GameMaker’s history started out with a single developer, who sold the software very cheaply at first, and always had a free edition, and a paid edition that cost $20-25. Later, as GameMaker grew, it became too much for one person to maintain, and he sold it to YoYoGames, who are a larger company, and who therefore have more overhead and need to charge more in order to cover their costs, pay salaries, continue R&D and support, and turn a profit.

YoYoGames initially raised prices, from $25 to $40, around the time of GM8, and users howled that it was too much. And we can see in retrospect what a bargain it was, and how childish people who complained back then were. GM:S has been considerably more expensive, anywhere from $70-200, although they have continued to provide a free edition. YoYoGames can’t continue to exist if they just give away software for nothing.

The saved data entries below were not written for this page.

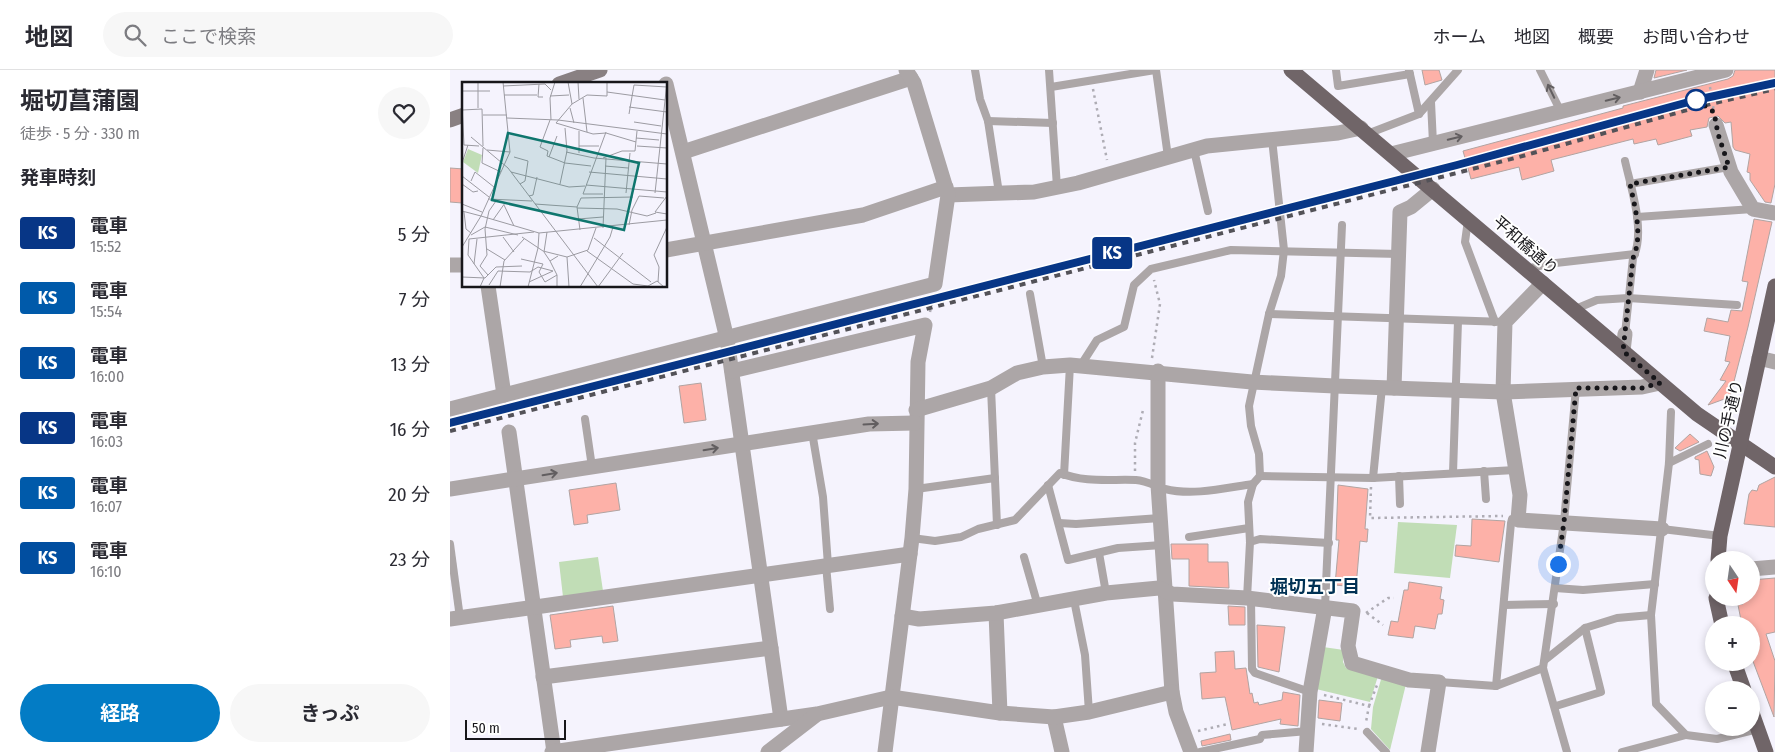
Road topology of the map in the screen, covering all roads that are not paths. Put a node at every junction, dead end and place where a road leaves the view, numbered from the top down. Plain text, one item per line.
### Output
1 (600, 70) edge
2 (975, 70) edge
3 (1049, 70) edge
4 (1156, 70) edge
5 (1291, 70) edge
6 (1336, 70) edge
7 (1465, 70) edge
8 (1540, 70) edge
9 (1647, 70) edge
10 (1726, 70) edge
11 (1127, 72) edge
12 (1410, 72) edge
13 (911, 73) edge
14 (1456, 73) edge
15 (563, 78) edge
16 (1338, 86) junction
17 (1051, 87) junction
18 (668, 92) edge
19 (1640, 92) junction
20 (1326, 100) junction
21 (1431, 102) junction
22 (1561, 112) junction
23 (1419, 114) junction
24 (462, 116) edge
25 (450, 120) edge
26 (988, 121) junction
27 (1053, 123) junction
28 (1716, 126) road end
29 (1364, 131) junction
30 (1272, 139) junction
31 (1434, 143) junction
32 (1194, 150) junction
33 (683, 152) junction
34 (1391, 154) junction
35 (1168, 157) junction
36 (1625, 161) dead end
37 (1729, 167) junction
38 (1630, 184) junction
39 (1057, 187) junction
40 (1432, 189) junction
41 (947, 191) junction
42 (999, 193) junction
43 (1753, 209) junction
44 (1208, 211) dead end
45 (1775, 213) edge
46 (1637, 217) junction
47 (1468, 219) junction
48 (1342, 224) dead end
49 (705, 243) junction
50 (668, 250) edge
51 (1284, 250) junction
52 (1340, 251) junction
53 (1399, 254) junction
54 (1634, 254) junction
55 (1527, 270) junction
56 (1542, 283) junction
57 (1775, 286) edge
58 (488, 288) edge
59 (1030, 294) dead end
60 (1628, 298) junction
61 (1737, 305) dead end
62 (1574, 310) junction
63 (1269, 314) junction
64 (1337, 317) junction
65 (1396, 319) junction
66 (1458, 321) junction
67 (1500, 322) junction
68 (1625, 334) joint
69 (727, 339) junction
70 (1623, 351) junction
71 (1759, 358) junction
72 (1775, 362) edge
73 (1075, 365) junction
74 (1042, 367) junction
75 (732, 371) junction
76 (1158, 371) junction
77 (1252, 382) junction
78 (1660, 383) junction
79 (1335, 386) junction
80 (991, 388) junction
81 (1388, 388) junction
82 (1576, 388) junction
83 (1456, 390) junction
84 (1504, 392) junction
85 (504, 395) junction
86 (450, 409) edge
87 (1671, 412) dead end
88 (916, 417) junction
89 (585, 419) dead end
90 (508, 432) dead end
91 (812, 432) junction
92 (741, 444) junction
93 (1708, 444) dead end
94 (1740, 444) junction
95 (1775, 454) edge
96 (1669, 463) junction
97 (592, 467) junction
98 (1775, 467) edge
99 (1515, 470) junction
100 (1484, 471) junction
101 (1453, 473) junction
102 (1064, 475) junction
103 (1260, 476) junction
104 (1332, 476) junction
105 (1399, 476) junction
106 (995, 478) junction
107 (1373, 478) junction
108 (515, 479) junction
109 (1048, 484) junction
110 (1253, 484) junction
111 (1158, 485) junction
112 (450, 488) edge
113 (916, 489) junction
114 (1486, 499) dead end
115 (1400, 504) dead end
116 (1160, 518) junction
117 (1515, 519) junction
118 (1564, 522) junction
119 (1059, 523) junction
120 (996, 525) junction
121 (1249, 528) junction
122 (1662, 529) junction
123 (1720, 536) junction
124 (1189, 537) dead end
125 (912, 538) junction
126 (1250, 542) junction
127 (1329, 543) junction
128 (450, 544) edge
129 (1162, 545) junction
130 (1719, 551) edge
131 (1099, 553) junction
132 (910, 554) junction
133 (1024, 557) dead end
134 (827, 565) junction
135 (1775, 567) edge
136 (1760, 568) edge
137 (760, 575) junction
138 (1655, 584) junction
139 (1555, 588) junction
140 (1166, 590) junction
141 (1106, 593) junction
142 (1249, 598) junction
143 (1074, 600) junction
144 (1554, 604) junction
145 (1504, 605) junction
146 (1038, 606) junction
147 (533, 607) junction
148 (1325, 607) junction
149 (830, 609) dead end
150 (996, 613) junction
151 (1651, 615) junction
152 (902, 616) junction
153 (455, 618) edge
154 (1586, 628) junction
155 (771, 648) junction
156 (1544, 664) junction
157 (543, 677) junction
158 (1440, 682) junction
159 (1496, 686) junction
160 (1172, 692) junction
161 (1310, 692) junction
162 (891, 697) junction
163 (1556, 706) junction
164 (1089, 712) junction
165 (1000, 713) junction
166 (817, 714) junction
167 (1054, 716) junction
168 (781, 720) junction
169 (1308, 726) junction
170 (1368, 732) dead end
171 (1686, 735) junction
172 (1760, 735) edge
173 (1729, 736) edge
174 (553, 752) edge
175 (768, 752) edge
176 (885, 752) edge
177 (1062, 752) edge
178 (1192, 752) edge
179 (1200, 752) edge
180 (1306, 752) edge
181 (1386, 752) edge
182 (1428, 752) edge
183 (1567, 752) edge
184 (1622, 752) edge
185 (1766, 752) edge

1 - 15 street
2 - 26 lane
3 - 17 lane
4 - 11 lane
4 - 35 lane
5 - 20 main road, 平和橋通り
6 - 16 lane
7 - 14 lane
22 -> 8 lane
9 - 19 street
10 - 19 street
11 - 17 lane
12 - 16 lane
12 - 23 lane
13 - 33 street
13 - 41 street
14 - 21 lane
16 - 20 lane
17 - 27 lane
18 - 33 street
22 -> 19 street
20 - 29 main road, 平和橋通り
21 - 23 lane
21 - 31 lane
31 -> 22 street
23 - 29 lane
24 - 25 street
26 - 27 lane
26 - 42 lane
27 - 39 lane
28 - 37 street
29 - 30 street
29 - 34 main road, 平和橋通り
30 - 32 street
30 - 51 lane
31 - 34 street
32 - 35 street
32 - 44 lane
33 - 49 street
34 - 40 main road, 平和橋通り
35 - 39 street
36 - 38 lane
37 - 38 lane
37 - 43 street
38 - 46 lane
39 - 42 street
40 - 47 main road, 平和橋通り
40 - 53 street
41 - 42 street
41 - 49 street
41 - 69 street
43 - 45 street
43 - 46 lane
46 - 54 lane
47 - 55 main road, 平和橋通り
47 - 67 lane
48 - 52 lane
49 - 50 street
49 - 69 street
51 - 52 lane
51 - 63 lane
51 - 73 lane
52 - 53 lane
52 - 64 lane
53 - 65 street
54 - 55 lane
54 - 60 lane
55 - 56 main road, 平和橋通り
56 - 62 main road, 平和橋通り
56 - 67 street
57 - 71 main road, 川の手通り
58 - 85 street
59 - 74 lane
60 - 61 lane
60 - 62 lane
60 - 68 lane
62 - 70 main road, 平和橋通り
63 - 64 lane
63 - 77 lane
64 - 65 lane
64 - 79 lane
65 - 66 lane
65 - 81 street
66 - 67 lane
66 - 83 lane
67 - 84 street
68 - 70 street
69 - 75 street
69 - 85 street
70 - 78 main road, 平和橋通り
71 - 72 street
71 - 94 main road, 川の手通り
73 - 74 street
73 - 76 street
73 - 102 lane
74 - 80 street
75 - 88 street
75 - 92 street
76 - 77 street
76 - 111 street
77 - 79 street
77 - 103 lane
78 - 82 street
78 - 94 main road, 平和橋通り
79 - 81 street
79 - 104 lane
80 - 88 street
80 - 106 lane
81 - 83 street
81 - 107 lane
82 - 84 street
82 - 118 lane
83 - 84 street
83 - 101 lane
84 - 99 street
85 - 86 street
87 - 96 lane
91 -> 88 street
88 - 113 street
89 - 97 lane
90 - 108 street
91 - 92 street
91 - 134 lane
97 -> 92 street
92 - 137 street
93 - 96 lane
94 - 95 main road, 平和橋通り
94 - 98 main road, 平和橋通り
94 - 123 main road, 川の手通り
96 - 122 lane
108 -> 97 street
99 - 100 lane
99 - 117 street
100 - 101 lane
100 - 114 lane
101 - 105 lane
102 - 109 lane
102 - 111 lane
103 - 104 lane
103 - 110 lane
104 - 107 lane
104 - 127 lane
105 - 107 lane
105 - 115 lane
106 - 113 lane
106 - 120 lane
108 - 112 street
108 - 147 street
109 - 119 lane
109 - 120 lane
110 - 111 lane
110 - 121 lane
111 - 116 street
113 - 125 street
116 - 119 lane
116 - 129 street
117 - 118 street
117 - 145 lane
118 - 122 street
118 - 139 lane
119 - 131 lane
120 - 125 lane
121 - 124 lane
121 - 126 lane
122 - 123 lane
122 - 138 lane
123 - 130 main road, 川の手通り
125 - 132 street
126 - 127 lane
126 - 142 lane
127 - 148 lane
128 - 153 lane
129 - 131 lane
129 - 140 street
131 - 141 lane
132 - 134 street
132 - 152 street
133 - 146 lane
134 - 137 street
134 - 149 lane
135 - 136 street
137 - 147 street
137 - 155 street
138 - 139 lane
138 - 151 lane
139 - 144 lane
140 - 141 street
140 - 142 street
140 - 160 street
141 - 143 street
142 - 148 street
142 - 161 lane
143 - 146 street
143 - 164 lane
144 - 145 lane
144 - 156 lane
145 - 159 lane
146 - 150 street
147 - 153 street
147 - 157 street
148 - 158 street
148 - 161 street
150 - 152 street
150 - 165 street
151 - 154 lane
151 - 171 lane
152 - 162 street
154 - 156 lane
154 - 163 lane
155 - 157 street
155 - 168 street
156 - 159 lane
156 - 163 lane
157 - 174 street
158 - 159 lane
158 - 182 street
160 - 164 street
160 - 178 street
161 - 169 street
162 - 165 street
162 - 166 street
162 - 176 street
163 - 183 lane
164 - 167 street
165 - 167 street
166 - 168 street
166 - 175 street
167 - 177 street
168 - 174 street
169 - 179 lane
169 - 180 street
170 - 181 lane
171 - 173 lane
171 - 184 lane
172 - 185 main road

And YYG charge more for extra GM:S features, up to $800 for their “Master Collection” bundle which includes everything, including stuff they haven’t come up with yet, later for no additional cost. $800 is very expensive for most people, and unless you’re making money with the software, or are wealthy enough not to care, it’s probably not for you. It’s aimed at companies that can look at the purchase of software as a capital investment that is part of the cost of doing business. And if by charging more to these customers, it enables YoYo to keep costs lower for individuals, students, and hobbyists who otherwise couldn’t afford to buy what YoYo would have to sell it for, I think it benefits everyone.

Maybe low-budget amateurs will gripe about not being able to get all the features, but they do get something.

You also have to compare GameMaker against what else is out there. And there’s a lot else out there. There’s stuff that’s completely free, like vi + gcc, which is very high quality and extremely powerful, but that isn’t necessarily the best option for everyone, because it requires a huge amount of learning and knowledge and work to create games with. In more direct competition are tools that are geared specifically toward game development, such as Unity3D (which is more expensive, and uses a subscription model now) and Construct2, and free tools such as Godot, Love, and Defold, which may not be as well supported, well documented, or easy to use. And many others besides these. The bottom line is, if you don’t like GameMaker because of what it costs, you have plenty of options to choose from, many of which are very good.

So for people who are complaining that it’s too much, I don’t have much sympathy for you. It’s very likely that at various points YYG will have sale events, as they’ve had in the past. If you don’t want to pay the release day price, you can probably wait a year or two and hit a Steam sale or a Humble Store sale and get it at a pretty good discount then. By that time, it will be even better, with more polish and more features. In the meantime, if you have GM:S1.x you can continue use it, it will continue to receive support and bugfixes, and 2.x will be ready for you when you decide you can afford it.